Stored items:

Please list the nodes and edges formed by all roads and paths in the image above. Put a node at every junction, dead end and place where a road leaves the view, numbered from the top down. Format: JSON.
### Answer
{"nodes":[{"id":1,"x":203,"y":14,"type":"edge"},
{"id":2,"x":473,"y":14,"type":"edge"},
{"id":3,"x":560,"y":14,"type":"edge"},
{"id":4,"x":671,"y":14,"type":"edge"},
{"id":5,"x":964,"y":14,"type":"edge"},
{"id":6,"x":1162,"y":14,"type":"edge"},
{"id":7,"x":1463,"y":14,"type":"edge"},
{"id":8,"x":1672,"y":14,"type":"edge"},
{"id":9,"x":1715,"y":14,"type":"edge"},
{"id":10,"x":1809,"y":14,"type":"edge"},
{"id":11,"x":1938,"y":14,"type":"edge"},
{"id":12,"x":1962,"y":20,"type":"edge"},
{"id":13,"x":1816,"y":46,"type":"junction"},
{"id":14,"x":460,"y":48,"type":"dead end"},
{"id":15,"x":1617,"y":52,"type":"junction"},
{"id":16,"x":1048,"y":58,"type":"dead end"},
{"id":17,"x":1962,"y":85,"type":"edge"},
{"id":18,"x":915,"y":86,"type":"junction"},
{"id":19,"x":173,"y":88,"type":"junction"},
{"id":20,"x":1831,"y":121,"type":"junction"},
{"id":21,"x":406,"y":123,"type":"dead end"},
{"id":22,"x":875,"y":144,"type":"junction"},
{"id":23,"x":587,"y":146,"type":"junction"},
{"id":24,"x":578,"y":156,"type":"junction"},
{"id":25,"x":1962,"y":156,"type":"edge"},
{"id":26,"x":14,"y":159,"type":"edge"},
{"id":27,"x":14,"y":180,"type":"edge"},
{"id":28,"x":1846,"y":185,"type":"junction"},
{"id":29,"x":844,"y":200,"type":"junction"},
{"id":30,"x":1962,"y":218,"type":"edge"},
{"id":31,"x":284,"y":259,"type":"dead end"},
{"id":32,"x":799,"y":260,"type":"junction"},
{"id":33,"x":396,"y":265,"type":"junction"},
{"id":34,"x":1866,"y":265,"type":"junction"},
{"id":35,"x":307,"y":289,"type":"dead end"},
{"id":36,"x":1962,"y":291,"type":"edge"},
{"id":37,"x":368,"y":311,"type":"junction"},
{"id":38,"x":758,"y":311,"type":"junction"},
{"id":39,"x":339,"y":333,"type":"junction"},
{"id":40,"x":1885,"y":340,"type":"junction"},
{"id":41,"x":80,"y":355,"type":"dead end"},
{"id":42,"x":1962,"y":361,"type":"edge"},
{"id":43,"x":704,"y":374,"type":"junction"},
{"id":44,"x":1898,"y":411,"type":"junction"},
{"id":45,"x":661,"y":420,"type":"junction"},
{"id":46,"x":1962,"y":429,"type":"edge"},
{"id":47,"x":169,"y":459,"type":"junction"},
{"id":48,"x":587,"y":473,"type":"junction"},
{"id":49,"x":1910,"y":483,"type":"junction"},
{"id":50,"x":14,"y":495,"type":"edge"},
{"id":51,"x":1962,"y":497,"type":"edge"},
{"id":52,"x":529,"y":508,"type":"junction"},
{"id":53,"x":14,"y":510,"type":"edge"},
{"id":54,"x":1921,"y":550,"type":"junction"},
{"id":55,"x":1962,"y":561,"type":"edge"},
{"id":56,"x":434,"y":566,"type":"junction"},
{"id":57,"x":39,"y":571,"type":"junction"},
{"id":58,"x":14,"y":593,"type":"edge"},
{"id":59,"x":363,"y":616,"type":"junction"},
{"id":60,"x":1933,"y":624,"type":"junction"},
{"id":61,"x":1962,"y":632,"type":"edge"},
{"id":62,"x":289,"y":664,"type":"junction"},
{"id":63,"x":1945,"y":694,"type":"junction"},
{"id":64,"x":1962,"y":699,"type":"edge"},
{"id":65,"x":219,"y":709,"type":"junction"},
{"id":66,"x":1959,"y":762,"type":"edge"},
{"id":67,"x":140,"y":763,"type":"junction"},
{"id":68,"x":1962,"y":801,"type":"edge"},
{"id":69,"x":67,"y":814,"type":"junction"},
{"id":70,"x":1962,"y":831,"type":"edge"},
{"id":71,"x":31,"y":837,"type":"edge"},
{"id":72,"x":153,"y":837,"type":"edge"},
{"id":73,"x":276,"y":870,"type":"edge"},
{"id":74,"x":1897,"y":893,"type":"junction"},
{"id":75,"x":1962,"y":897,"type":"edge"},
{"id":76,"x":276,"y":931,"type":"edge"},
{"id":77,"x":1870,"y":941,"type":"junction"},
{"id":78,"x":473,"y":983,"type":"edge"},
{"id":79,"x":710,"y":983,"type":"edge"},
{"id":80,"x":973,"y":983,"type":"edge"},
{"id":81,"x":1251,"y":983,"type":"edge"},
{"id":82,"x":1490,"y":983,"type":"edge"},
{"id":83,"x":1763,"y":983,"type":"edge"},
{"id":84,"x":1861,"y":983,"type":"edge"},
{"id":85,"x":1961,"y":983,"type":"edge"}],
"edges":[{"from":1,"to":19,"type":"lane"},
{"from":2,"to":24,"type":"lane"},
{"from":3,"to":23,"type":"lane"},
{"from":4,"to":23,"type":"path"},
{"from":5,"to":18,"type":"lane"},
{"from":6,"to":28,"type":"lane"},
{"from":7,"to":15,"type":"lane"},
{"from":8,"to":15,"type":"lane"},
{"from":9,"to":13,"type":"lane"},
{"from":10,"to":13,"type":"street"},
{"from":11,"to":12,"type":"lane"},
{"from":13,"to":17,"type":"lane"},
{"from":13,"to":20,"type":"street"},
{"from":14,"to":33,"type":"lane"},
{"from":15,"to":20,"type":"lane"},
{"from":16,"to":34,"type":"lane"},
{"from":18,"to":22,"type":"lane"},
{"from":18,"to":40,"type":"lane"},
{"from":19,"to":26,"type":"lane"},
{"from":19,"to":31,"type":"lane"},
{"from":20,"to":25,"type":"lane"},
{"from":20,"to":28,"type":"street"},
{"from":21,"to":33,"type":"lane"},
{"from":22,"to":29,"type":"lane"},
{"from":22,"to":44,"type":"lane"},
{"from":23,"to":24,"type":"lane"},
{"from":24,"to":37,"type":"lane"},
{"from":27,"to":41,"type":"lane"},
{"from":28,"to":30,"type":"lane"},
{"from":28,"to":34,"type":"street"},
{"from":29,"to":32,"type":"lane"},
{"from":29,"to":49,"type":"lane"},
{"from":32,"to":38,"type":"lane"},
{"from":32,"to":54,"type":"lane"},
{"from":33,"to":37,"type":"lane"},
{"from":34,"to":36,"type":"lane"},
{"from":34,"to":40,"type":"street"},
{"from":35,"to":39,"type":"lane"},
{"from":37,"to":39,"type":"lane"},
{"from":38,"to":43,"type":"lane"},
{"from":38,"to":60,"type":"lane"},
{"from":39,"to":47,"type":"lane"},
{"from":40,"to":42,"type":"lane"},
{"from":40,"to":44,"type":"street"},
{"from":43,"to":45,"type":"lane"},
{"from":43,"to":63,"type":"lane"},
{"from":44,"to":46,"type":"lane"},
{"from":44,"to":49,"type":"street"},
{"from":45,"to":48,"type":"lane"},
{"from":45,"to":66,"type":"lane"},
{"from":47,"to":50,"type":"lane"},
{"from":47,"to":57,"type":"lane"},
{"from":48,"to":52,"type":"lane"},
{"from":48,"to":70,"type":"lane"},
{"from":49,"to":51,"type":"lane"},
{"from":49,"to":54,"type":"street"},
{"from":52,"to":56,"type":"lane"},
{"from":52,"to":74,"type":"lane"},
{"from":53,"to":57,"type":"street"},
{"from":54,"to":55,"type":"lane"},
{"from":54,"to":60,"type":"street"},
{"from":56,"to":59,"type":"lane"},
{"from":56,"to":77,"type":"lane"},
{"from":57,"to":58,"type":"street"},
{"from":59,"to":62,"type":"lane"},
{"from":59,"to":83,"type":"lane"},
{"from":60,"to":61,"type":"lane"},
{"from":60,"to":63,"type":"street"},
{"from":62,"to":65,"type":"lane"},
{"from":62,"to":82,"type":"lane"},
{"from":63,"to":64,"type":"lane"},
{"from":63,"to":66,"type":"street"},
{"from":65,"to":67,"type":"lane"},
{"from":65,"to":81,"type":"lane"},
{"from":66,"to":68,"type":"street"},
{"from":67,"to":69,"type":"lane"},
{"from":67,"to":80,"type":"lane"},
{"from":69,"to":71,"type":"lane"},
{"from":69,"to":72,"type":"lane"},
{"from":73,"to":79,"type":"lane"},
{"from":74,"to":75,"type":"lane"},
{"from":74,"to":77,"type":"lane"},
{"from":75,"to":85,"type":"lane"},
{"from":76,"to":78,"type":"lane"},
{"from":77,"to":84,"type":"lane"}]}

ASSIGNMENT:
Above are the entries; copy out every line among them that contains the word "edges".

EXERCISE RESULT:
Please list the nodes and edges formed by all roads and paths in the image above. Put a node at every junction, dead end and place where a road leaves the view, numbered from the top down. Format: JSON.
"edges":[{"from":1,"to":19,"type":"lane"},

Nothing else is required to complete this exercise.